# Data for this exercise:

BEGIN

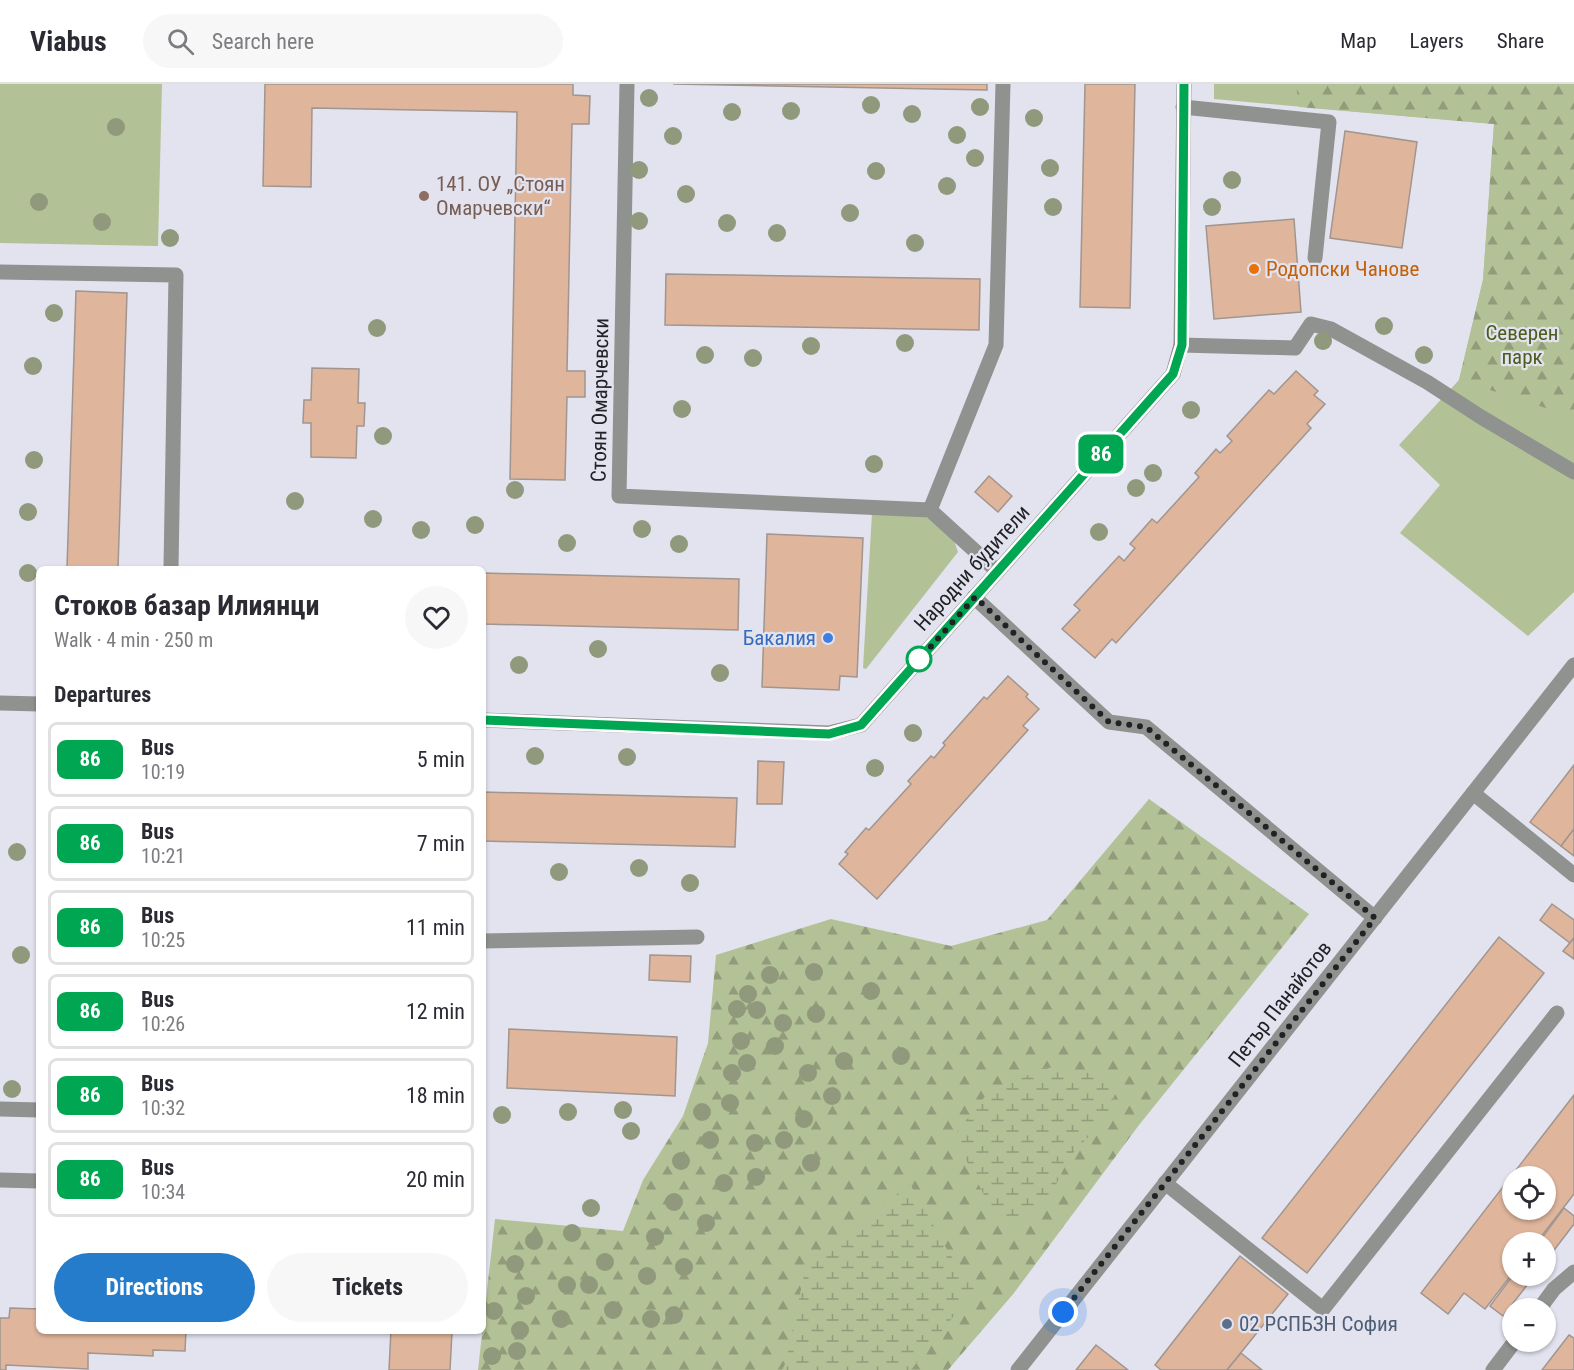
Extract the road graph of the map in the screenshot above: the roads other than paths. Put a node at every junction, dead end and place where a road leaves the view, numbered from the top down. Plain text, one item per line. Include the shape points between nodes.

END
BEGIN

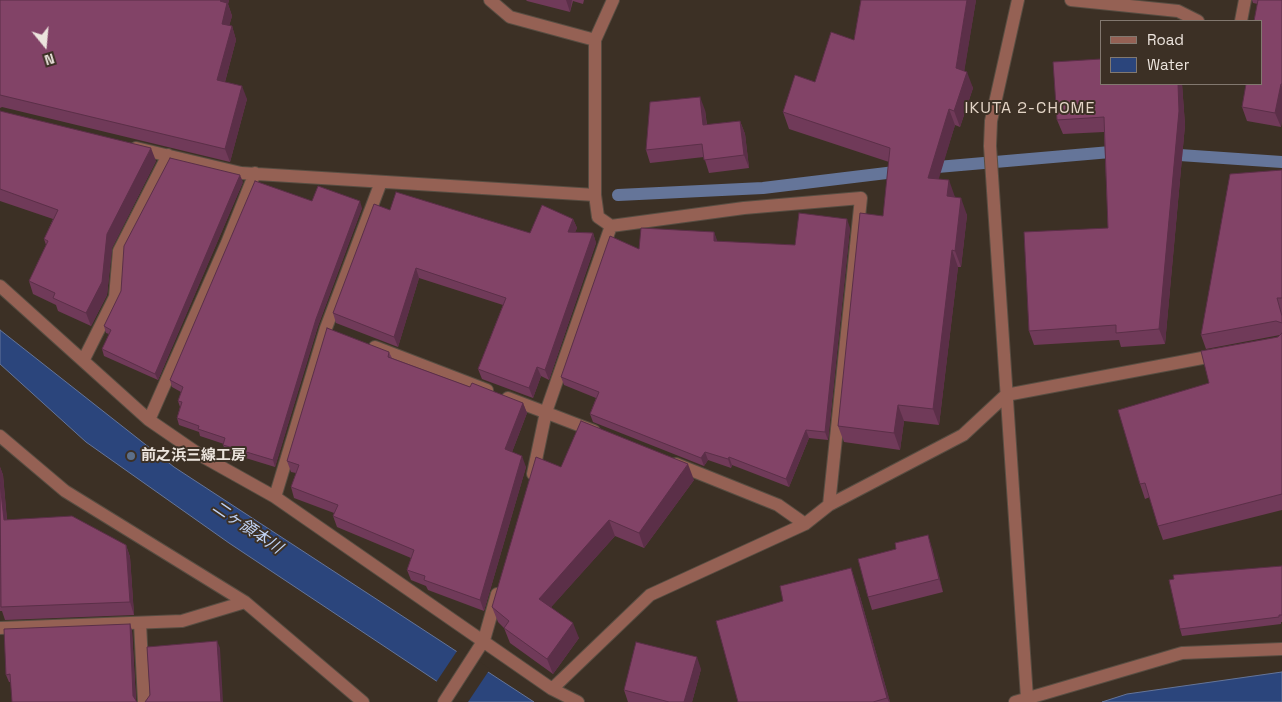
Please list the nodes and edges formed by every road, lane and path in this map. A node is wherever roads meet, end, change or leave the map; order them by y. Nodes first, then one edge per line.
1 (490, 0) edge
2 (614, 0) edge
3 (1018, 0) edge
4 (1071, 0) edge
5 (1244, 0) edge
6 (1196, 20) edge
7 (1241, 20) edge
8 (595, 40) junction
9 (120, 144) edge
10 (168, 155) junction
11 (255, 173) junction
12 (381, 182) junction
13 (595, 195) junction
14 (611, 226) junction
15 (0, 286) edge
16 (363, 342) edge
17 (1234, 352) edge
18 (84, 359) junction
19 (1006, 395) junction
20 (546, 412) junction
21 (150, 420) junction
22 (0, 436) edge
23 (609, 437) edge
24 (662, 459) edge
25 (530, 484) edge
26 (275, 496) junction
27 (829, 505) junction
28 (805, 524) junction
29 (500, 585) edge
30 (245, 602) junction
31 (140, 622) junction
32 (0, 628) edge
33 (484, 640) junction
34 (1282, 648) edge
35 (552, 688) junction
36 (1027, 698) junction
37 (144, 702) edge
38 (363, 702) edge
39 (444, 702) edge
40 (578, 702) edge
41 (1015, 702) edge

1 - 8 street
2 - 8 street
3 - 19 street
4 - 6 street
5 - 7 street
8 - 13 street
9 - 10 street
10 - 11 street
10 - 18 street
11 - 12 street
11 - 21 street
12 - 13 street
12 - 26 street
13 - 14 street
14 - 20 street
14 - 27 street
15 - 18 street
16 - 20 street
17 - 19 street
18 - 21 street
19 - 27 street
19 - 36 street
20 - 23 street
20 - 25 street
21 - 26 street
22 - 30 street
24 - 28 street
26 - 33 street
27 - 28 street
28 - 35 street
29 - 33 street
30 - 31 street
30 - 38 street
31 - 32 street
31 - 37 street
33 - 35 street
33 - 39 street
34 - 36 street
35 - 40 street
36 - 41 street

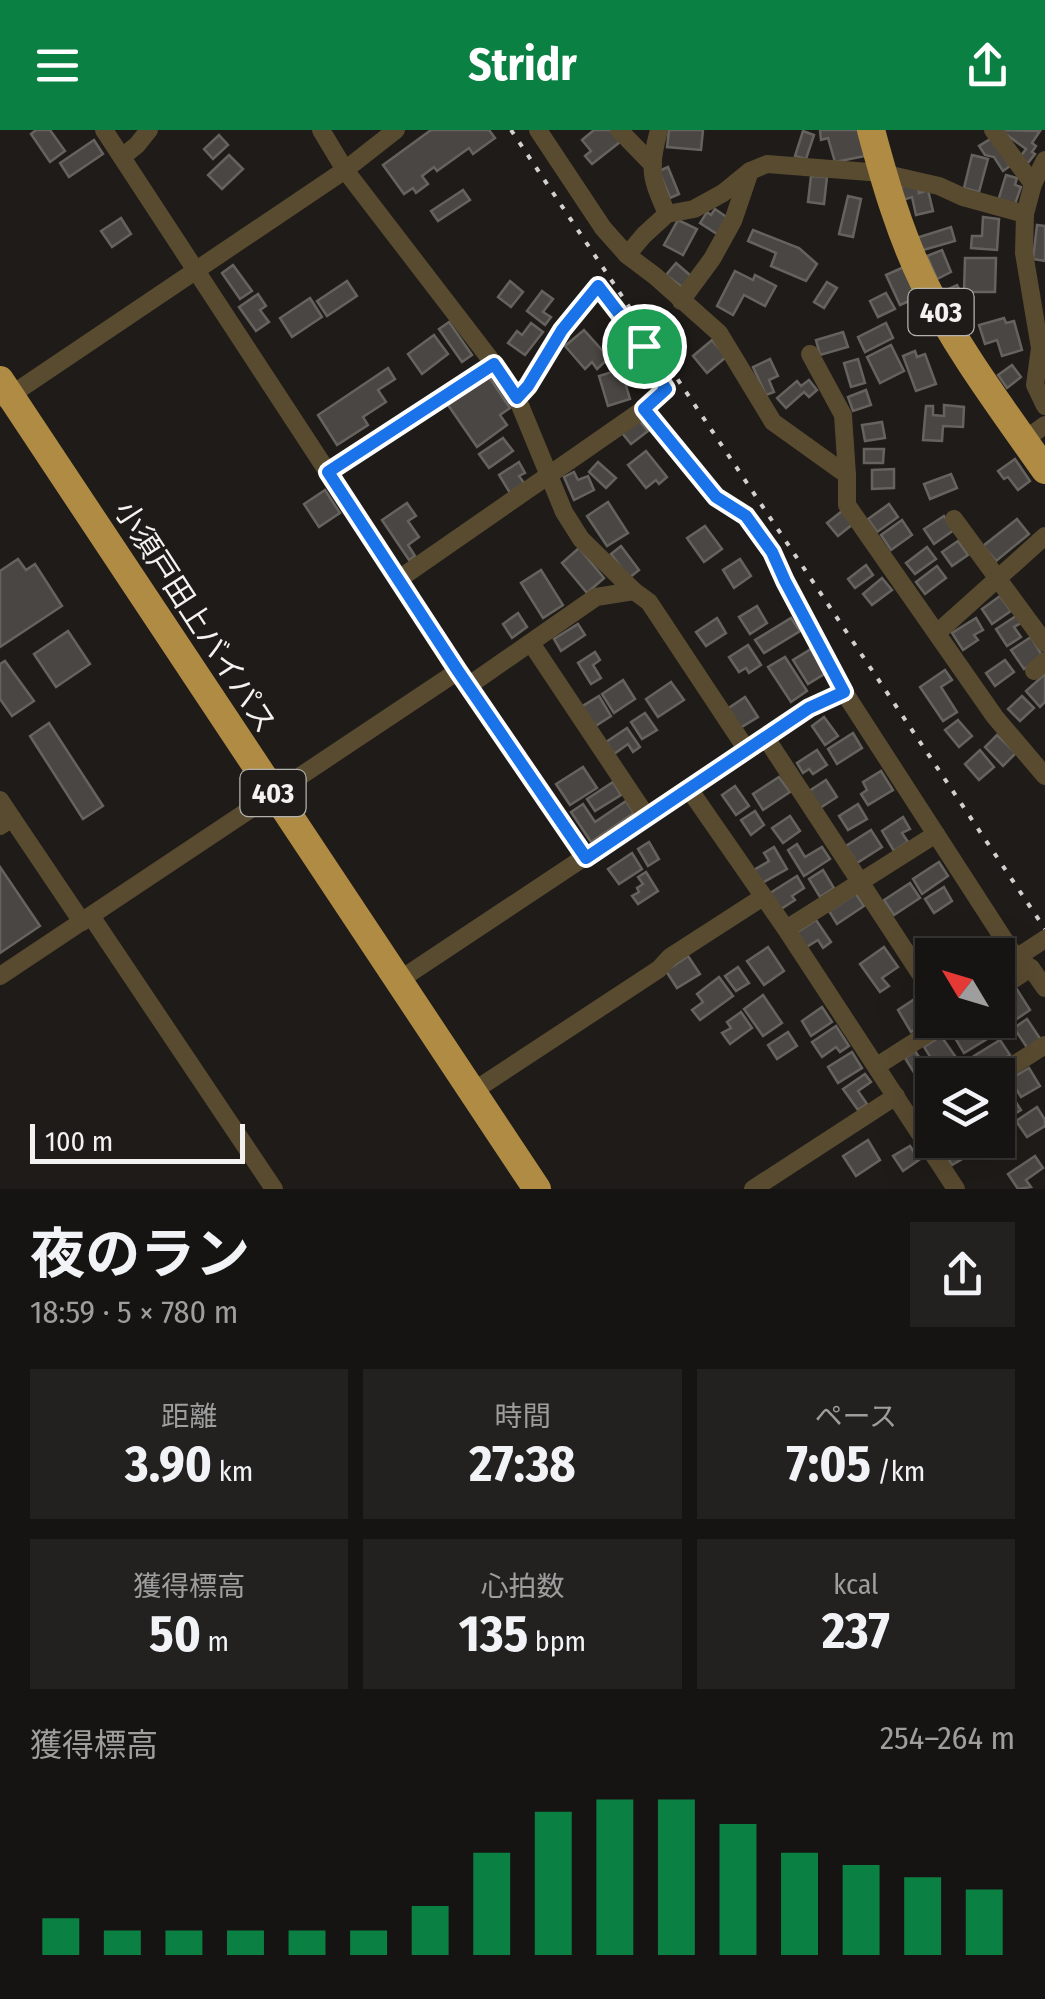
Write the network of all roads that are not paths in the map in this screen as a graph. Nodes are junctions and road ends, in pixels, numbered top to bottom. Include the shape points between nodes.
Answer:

END

Find all the lines with "numbered" in the data and copy them.

# Exercise response:
Extract the road graph of the map in the screenshot above: the roads other than paths. Put a node at every junction, dead end and place where a road leaves the view, numbered from the top down. Plain text, one item per line. Include the shape points between nodes.
Write the network of all roads that are not paths in the map in this screen as a graph. Nodes are junctions and road ends, in pixels, numbered top to bottom. Include the shape points between nodes.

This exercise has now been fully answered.